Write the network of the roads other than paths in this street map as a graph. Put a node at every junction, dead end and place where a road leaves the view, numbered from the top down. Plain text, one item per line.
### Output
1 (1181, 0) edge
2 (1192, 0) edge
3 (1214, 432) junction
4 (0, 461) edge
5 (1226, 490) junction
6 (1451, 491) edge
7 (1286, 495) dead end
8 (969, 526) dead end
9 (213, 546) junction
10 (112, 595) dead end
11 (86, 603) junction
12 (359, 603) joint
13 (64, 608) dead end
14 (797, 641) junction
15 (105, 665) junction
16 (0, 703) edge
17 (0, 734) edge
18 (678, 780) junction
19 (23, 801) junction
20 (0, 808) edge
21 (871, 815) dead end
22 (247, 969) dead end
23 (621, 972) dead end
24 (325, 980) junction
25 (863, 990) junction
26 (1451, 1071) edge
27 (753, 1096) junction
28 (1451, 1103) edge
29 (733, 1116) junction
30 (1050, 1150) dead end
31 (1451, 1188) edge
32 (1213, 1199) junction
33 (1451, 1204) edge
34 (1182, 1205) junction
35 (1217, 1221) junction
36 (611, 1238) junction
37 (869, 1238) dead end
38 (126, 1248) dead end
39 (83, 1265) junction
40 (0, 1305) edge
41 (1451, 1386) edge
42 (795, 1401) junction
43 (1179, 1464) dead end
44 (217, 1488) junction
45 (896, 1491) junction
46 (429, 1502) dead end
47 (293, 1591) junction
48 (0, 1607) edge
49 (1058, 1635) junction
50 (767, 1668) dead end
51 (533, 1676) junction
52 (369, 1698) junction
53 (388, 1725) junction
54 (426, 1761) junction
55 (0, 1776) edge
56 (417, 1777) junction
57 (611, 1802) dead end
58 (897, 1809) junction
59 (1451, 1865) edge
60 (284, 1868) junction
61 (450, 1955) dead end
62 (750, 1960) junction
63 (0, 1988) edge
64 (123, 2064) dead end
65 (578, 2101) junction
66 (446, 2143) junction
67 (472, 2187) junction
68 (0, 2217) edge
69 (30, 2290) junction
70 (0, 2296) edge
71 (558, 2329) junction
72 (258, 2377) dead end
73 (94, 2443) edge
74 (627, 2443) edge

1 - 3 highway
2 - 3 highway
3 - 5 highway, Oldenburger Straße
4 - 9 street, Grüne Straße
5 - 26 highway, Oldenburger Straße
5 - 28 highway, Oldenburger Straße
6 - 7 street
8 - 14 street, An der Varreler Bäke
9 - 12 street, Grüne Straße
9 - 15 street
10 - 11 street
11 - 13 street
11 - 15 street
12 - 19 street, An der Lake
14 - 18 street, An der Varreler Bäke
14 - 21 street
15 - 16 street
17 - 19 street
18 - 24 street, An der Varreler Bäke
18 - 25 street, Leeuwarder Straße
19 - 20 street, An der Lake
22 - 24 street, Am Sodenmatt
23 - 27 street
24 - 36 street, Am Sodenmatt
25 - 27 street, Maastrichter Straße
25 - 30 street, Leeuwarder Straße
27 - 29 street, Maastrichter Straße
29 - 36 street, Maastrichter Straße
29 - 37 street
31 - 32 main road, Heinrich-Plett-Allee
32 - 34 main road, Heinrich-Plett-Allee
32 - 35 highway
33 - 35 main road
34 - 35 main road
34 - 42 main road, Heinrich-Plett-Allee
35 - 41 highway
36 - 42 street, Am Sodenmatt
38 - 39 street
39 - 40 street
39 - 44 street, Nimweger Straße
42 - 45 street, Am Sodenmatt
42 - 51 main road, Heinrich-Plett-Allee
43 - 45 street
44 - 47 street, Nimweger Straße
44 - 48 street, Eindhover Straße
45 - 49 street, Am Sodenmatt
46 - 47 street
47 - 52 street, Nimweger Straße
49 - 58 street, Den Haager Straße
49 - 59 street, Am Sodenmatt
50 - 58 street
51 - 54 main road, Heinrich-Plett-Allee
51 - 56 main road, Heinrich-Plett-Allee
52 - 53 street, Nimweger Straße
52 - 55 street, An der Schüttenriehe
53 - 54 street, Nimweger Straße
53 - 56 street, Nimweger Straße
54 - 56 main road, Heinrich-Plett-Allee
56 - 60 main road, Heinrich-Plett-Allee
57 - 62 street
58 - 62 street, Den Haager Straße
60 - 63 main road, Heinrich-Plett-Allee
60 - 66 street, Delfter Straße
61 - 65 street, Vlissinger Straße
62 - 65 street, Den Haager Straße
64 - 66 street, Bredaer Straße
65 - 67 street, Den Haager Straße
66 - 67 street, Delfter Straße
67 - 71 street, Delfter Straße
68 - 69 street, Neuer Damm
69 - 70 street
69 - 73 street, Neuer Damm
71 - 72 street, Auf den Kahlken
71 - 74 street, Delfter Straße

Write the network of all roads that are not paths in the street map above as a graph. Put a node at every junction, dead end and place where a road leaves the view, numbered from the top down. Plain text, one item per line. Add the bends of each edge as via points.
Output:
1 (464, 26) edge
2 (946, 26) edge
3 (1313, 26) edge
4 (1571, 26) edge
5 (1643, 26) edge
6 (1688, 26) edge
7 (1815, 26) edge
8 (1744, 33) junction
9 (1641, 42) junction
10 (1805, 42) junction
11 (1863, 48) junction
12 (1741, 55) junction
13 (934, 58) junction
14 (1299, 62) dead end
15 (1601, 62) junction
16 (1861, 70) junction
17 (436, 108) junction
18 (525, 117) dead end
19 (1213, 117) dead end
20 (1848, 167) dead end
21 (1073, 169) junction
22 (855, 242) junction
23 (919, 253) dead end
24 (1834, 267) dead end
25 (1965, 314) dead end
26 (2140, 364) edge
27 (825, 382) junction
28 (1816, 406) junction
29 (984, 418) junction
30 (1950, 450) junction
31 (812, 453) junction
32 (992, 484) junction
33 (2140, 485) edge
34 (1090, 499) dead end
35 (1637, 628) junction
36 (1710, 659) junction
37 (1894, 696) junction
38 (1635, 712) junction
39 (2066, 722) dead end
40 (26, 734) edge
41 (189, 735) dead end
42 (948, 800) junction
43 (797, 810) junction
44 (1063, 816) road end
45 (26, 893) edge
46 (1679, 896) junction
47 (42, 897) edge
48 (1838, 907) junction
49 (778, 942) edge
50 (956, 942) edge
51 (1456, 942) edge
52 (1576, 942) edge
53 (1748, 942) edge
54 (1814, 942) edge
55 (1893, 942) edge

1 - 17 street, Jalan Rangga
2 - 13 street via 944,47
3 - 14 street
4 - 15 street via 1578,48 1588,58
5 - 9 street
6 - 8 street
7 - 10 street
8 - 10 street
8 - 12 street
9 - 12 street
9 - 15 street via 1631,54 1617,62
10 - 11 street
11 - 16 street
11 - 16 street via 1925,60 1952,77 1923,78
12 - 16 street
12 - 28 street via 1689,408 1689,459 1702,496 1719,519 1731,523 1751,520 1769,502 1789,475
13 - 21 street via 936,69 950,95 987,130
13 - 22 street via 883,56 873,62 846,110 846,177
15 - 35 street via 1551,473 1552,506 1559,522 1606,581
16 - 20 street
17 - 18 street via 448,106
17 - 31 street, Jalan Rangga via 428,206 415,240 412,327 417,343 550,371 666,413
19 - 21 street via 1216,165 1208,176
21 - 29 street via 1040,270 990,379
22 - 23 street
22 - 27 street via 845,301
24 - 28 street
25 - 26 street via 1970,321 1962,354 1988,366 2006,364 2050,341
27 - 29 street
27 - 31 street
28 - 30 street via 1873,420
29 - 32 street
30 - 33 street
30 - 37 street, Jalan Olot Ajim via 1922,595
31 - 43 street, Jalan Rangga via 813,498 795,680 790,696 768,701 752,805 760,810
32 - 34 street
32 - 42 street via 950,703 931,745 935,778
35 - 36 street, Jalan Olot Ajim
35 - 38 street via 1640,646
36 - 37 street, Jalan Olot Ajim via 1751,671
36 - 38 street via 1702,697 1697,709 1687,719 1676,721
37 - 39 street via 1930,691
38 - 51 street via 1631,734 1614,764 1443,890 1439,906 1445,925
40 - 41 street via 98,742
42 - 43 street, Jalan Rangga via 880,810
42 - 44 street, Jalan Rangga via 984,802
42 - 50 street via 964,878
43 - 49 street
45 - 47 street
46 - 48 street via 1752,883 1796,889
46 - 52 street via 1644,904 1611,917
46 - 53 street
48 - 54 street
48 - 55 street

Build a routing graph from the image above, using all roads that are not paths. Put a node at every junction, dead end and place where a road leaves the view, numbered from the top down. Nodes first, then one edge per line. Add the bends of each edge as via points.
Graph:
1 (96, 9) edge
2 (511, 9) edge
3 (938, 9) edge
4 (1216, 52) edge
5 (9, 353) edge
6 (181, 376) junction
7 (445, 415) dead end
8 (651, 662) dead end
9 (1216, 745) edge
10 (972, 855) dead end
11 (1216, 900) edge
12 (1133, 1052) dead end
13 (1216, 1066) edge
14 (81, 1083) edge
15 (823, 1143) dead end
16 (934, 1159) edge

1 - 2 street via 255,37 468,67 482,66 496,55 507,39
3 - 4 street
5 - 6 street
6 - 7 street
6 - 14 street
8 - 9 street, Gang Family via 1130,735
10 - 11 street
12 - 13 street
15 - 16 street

Activity
Find the string "paths" in the entries above. Copy each line where it occurs.

Answer for this exercise
Write the network of the roads other than paths in this street map as a graph. Put a node at every junction, dead end and place where a road leaves the view, numbered from the top down. Plain text, one item per line.
Write the network of all roads that are not paths in the street map above as a graph. Put a node at every junction, dead end and place where a road leaves the view, numbered from the top down. Plain text, one item per line. Add the bends of each edge as via points.
Build a routing graph from the image above, using all roads that are not paths. Put a node at every junction, dead end and place where a road leaves the view, numbered from the top down. Nodes first, then one edge per line. Add the bends of each edge as via points.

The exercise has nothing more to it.